Greenwald is poised to remain majority leader next session, with Assemblyman Vincent Prieto (D., Hudson) becoming speaker. Greenwald said a power-sharing arrangement that splits leadership of the houses between North and South Jersey prevents him from becoming speaker. South Jersey already has the Senate, led by Stephen Sweeney (D., Gloucester).

Lampitt, 52, of Cherry Hill, has served in the Assembly since 2006. She got involved with politics through the Cherry Hill Zoning Board, then as a councilwoman. "I cared about what my town was like," said Lampitt, who works for the University of Pennsylvania as a director in hospitality services.

In the Assembly, she focuses on "quality-of-life issues that can impact a number of people."

She sponsored a bill that became law creating a statewide agreement for students to transfer credits from community colleges to four-year institutions, and said she worked to preserve funding for a program that gives free community college enrollment to students who graduate in the top 15 percent of their high school class.

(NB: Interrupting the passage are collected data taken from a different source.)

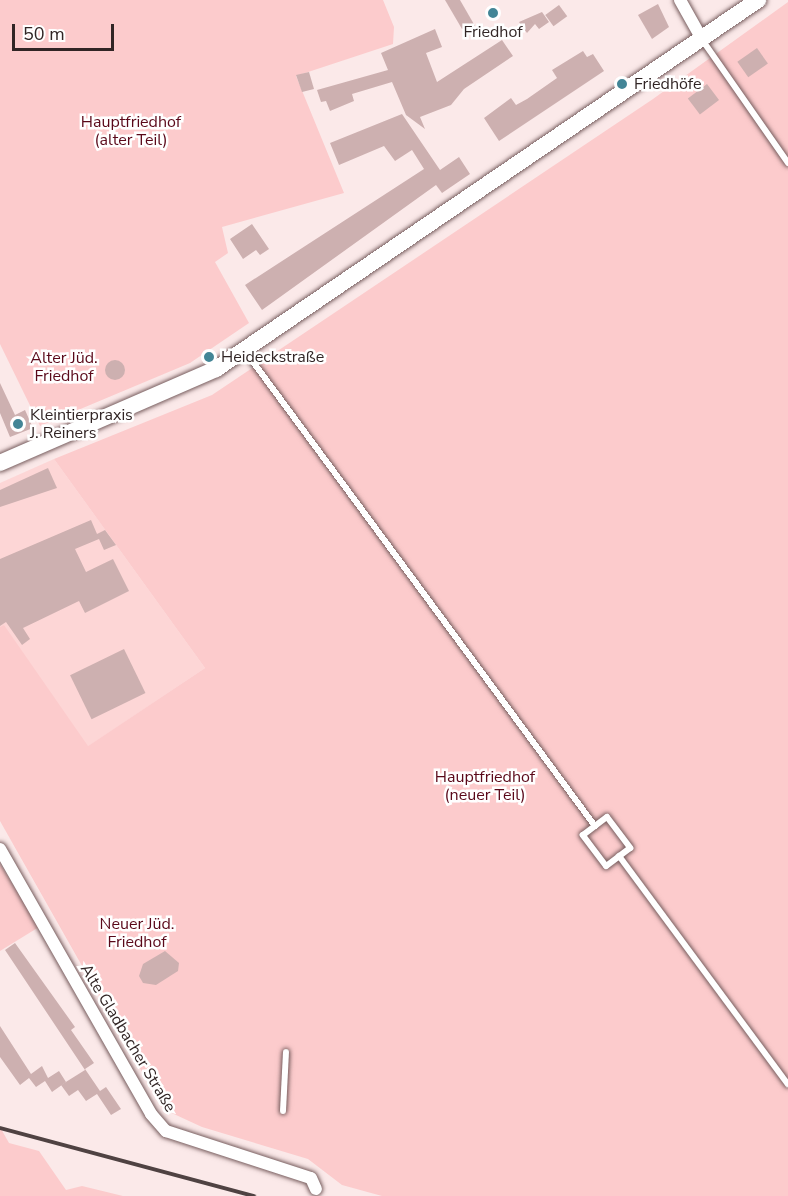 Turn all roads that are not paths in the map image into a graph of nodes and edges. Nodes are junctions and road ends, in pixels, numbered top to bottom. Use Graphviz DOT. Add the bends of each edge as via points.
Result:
graph roads {
  1 [pos="680,0"];
  2 [pos="758,0"];
  3 [pos="703,41"];
  4 [pos="788,163"];
  5 [pos="245,350"];
  6 [pos="0,463"];
  7 [pos="595,826"];
  8 [pos="0,849"];
  9 [pos="619,856"];
  10 [pos="286,1052"];
  11 [pos="788,1084"];
  12 [pos="284,1111"];
  13 [pos="316,1189"];
  1 -- 3 [label="street"];
  2 -- 3 [label="street"];
  3 -- 4 [label="lane"];
  3 -- 5 [label="street"];
  5 -- 6 [label="street" via="190,383"];
  5 -- 7 [label="lane"];
  7 -- 9 [label="lane" via="607,817 630,848"];
  7 -- 9 [label="lane" via="583,835 606,866"];
  8 -- 13 [label="street, Alte Gladbacher Straße" via="151,1114 166,1131 311,1178"];
  9 -- 11 [label="lane"];
  10 -- 12 [label="lane"];
} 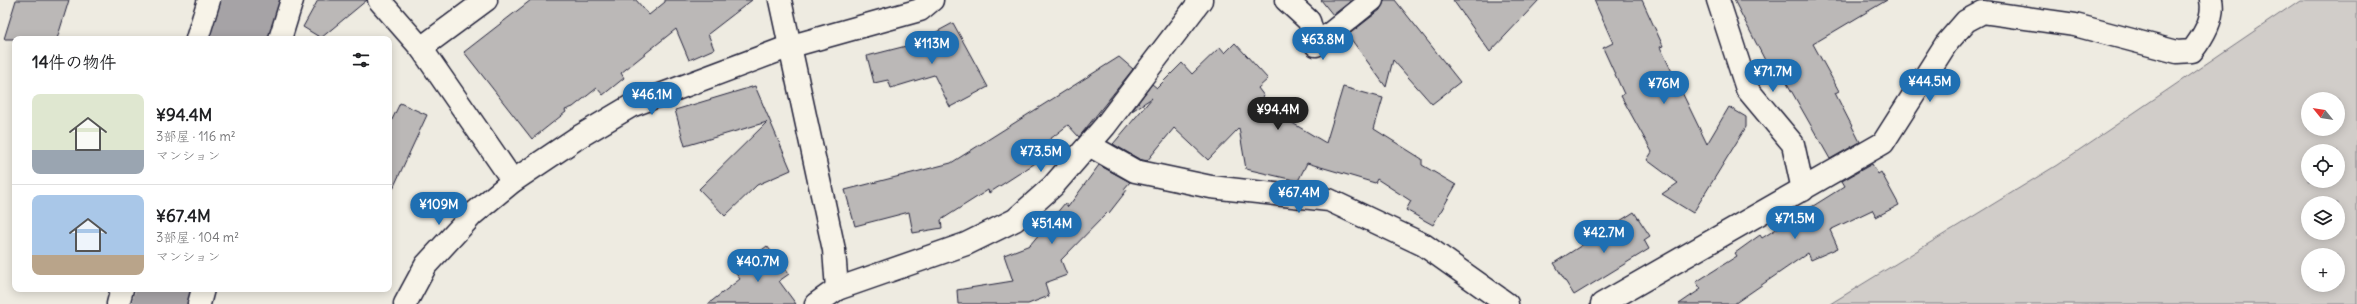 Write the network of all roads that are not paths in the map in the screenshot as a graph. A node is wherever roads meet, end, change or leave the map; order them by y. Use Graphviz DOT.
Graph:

Lampitt said she tries to advocate for "those who don't necessarily have a voice," sponsoring legislation to increase transparency at state psychiatric hospitals. If reelected, she plans to work to help developmentally disabled young adults who have aged out of services.

Leone-Zwillinger, 62, said she was running to combat too-high property taxes. "We are really overspent in New Jersey, and there are a lot of ways we can cut waste without cutting services," she said.

A lawyer who practices criminal and child protection law, Leone-Zwillinger began as an undercover police officer. She later went to law school and worked for the Attorney General's Office on child protection cases.

She said more can be done to pool resources of municipalities, a view shared by the Democrats.

Leone-Zwillinger also advocates for term limits. The district's representatives have "been there a long time," she said. "And we haven't had any success with that."

Fisher, 88, is a retired endocrinologist who started a book publishing company. Once a prominent critic of the health-care reform proposed by Hillary Rodham Clinton when her husband was president, Fisher said he wants to support Christie and serve as a "strong physician voice" in the Legislature, predicting that the Affordable Care Act "is going to turn into a state problem."

Fisher says lawmakers introduce too many bills - "I perceive that the Legislature is allowing itself to be overwhelmed" - and that state governments suffer from a lack of citizen participation.

"I graduated from Yale in two years. People say, 'Why in the world would you want to get mixed up in this state politics thing?' " Fisher said. "I am trying to demonstrate that people past retirement can still be vigorous."